> _Entries provided_
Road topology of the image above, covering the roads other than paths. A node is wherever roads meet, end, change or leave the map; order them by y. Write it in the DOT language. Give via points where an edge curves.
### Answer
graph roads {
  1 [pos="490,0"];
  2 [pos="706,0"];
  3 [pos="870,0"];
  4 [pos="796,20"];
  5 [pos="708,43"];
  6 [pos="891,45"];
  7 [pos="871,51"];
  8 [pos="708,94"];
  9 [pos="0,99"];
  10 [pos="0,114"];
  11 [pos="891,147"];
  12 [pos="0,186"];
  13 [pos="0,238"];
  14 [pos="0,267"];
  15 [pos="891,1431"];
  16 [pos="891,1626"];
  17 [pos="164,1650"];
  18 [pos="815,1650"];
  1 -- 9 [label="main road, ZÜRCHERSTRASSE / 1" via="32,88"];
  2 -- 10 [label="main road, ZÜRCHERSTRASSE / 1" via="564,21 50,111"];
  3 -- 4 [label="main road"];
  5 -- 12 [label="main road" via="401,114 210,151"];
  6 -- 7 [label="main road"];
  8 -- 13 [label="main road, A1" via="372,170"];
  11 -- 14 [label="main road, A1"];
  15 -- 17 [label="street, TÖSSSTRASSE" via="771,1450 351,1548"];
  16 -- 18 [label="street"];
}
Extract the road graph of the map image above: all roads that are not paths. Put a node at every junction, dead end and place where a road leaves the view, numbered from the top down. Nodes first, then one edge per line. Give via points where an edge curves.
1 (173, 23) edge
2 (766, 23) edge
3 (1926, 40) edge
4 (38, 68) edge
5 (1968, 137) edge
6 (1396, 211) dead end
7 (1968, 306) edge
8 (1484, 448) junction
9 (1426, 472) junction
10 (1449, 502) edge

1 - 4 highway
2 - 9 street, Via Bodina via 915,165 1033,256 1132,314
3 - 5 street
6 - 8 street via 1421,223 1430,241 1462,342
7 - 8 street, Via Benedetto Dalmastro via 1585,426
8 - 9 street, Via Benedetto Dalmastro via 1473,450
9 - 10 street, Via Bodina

> _Work required_
Copy exactly. Include the line containing "Extract the road" and every later line through the end of the listing, and nothing else.

> _Task solution_
Extract the road graph of the map image above: all roads that are not paths. Put a node at every junction, dead end and place where a road leaves the view, numbered from the top down. Nodes first, then one edge per line. Give via points where an edge curves.
1 (173, 23) edge
2 (766, 23) edge
3 (1926, 40) edge
4 (38, 68) edge
5 (1968, 137) edge
6 (1396, 211) dead end
7 (1968, 306) edge
8 (1484, 448) junction
9 (1426, 472) junction
10 (1449, 502) edge

1 - 4 highway
2 - 9 street, Via Bodina via 915,165 1033,256 1132,314
3 - 5 street
6 - 8 street via 1421,223 1430,241 1462,342
7 - 8 street, Via Benedetto Dalmastro via 1585,426
8 - 9 street, Via Benedetto Dalmastro via 1473,450
9 - 10 street, Via Bodina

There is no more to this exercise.